Thanks for this pattern. I understand that they are meant to be "soalless" but I think I will also try adding them to flop/flop soals I have been meaning to reuse. I can't wear flip/flops as the plastic or leather straps rubs between my toes and I am too sensative there.


----------



## KnottyMe (Mar 8, 2012)

Kalic0 said:


> Thanks for this pattern. I understand that they are meant to be "soalless" but I think I will also try adding them to flop/flop soals I have been meaning to reuse. I can't wear flip/flops as the plastic or leather straps rubs between my toes and I am too sensative there.


That might be possible to do if you can find a way to attach it to the soles. My sister wears her barefoot sandals with flip-flops to "dress them up". I wonder if you could yarn bomb that part of the flip-flop that goes between the toe with baby yarn to make them softer? Good luck with that endeavor.


----------



## dancewithmarg (Oct 2, 2012)

I had a problem joining the triangle to the bracelet part, getting it centred, so I did a little revision - I made the triangle part as per your pattern, left it on the needle, then cast on 14 stitches, knit across the 14 stitches plus the triangle, cast on another 14 stitches.
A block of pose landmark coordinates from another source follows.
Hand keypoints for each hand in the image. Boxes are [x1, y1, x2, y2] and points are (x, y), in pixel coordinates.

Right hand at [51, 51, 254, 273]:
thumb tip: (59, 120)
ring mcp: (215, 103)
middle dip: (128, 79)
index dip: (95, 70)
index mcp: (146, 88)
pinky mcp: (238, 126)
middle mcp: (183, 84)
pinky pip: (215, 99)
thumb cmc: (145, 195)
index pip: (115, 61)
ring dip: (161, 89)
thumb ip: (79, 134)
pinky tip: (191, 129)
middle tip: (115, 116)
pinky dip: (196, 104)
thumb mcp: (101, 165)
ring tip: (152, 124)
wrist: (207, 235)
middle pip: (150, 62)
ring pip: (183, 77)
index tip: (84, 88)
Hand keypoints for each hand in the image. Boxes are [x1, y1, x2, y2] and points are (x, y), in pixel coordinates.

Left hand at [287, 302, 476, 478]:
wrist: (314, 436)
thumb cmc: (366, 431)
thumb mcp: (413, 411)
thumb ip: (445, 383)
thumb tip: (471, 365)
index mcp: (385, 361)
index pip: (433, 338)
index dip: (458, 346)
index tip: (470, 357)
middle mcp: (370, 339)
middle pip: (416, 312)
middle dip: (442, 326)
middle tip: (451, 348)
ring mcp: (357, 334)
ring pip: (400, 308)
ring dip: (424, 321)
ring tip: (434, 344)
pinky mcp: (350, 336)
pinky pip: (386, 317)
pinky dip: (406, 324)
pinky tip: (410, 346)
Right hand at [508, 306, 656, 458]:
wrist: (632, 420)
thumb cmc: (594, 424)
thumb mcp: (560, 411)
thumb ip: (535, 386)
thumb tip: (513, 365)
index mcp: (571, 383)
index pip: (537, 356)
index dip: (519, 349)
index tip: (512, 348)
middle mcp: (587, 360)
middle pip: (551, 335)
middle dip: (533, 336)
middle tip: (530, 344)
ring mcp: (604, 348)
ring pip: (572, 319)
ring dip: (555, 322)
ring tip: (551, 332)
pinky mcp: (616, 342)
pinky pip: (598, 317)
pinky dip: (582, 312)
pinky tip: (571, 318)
Then made the bracelet part the same as your pattern, and cast off. (I found I only needed 43 stitches to go round my ankle as the yarn I used was quite stretchy.) Goes quicker this way rather than having to join the two pieces. Thank you for the pattern and the inspiration. They are so quick and easy to make, I plan to make a lot for my summer craft sale.
Marg
NS Canada


----------



## KnottyMe (Mar 8, 2012)

That's super, Marg! I tried going in that direction to begin with, but didn't take the same approach as you did. Good luck in your sales.


----------



## mtnmama67 (Dec 16, 2011)

Have a daughter living on Kauai..these will be PERFECT for!! VBG!! She just learned to knit last year..never too old to learn! In fact - gave her my extra KX 350 Brother knitting Machine - we'll knit together,long distance!!

Thank you so much for the pattern and all the extra tips!

Sandra in Colorado


----------



## mom7plus (Sep 15, 2014)

HI! How pretty!
This is my first time knitting with beads and it is FUN!
I have a problem on row 14 of the Foot Triangle section. If I do the (YO, Bd/K, YO, K1) three times I am lacking a stitch for the K2 edge. What am I doing wrong? Do you know? Thank you for your help.
-Carol


----------



## raelkcol (Feb 5, 2011)

I can download this pattern but I can't read it because the print is too light. Has anyone else had this problem? I want this pattern, any suggestions?


----------



## GrandmaLiz (Dec 31, 2012)

Thank you for the pattern.


----------



## afoster (Jun 10, 2012)

raelkcol said:


> I can download this pattern but I can't read it because the print is too light. Has anyone else had this problem? I want this pattern, any suggestions?


See if this helps. I just changed the font and font size.


----------



## raelkcol (Feb 5, 2011)

afoster said:


> See if this helps. I just changed the font and font size.


That did it! Thank you so much.


----------



## raelkcol (Feb 5, 2011)

afoster said:


> See if this helps. I just changed the font and font size.


That did it! Thank you so much.


----------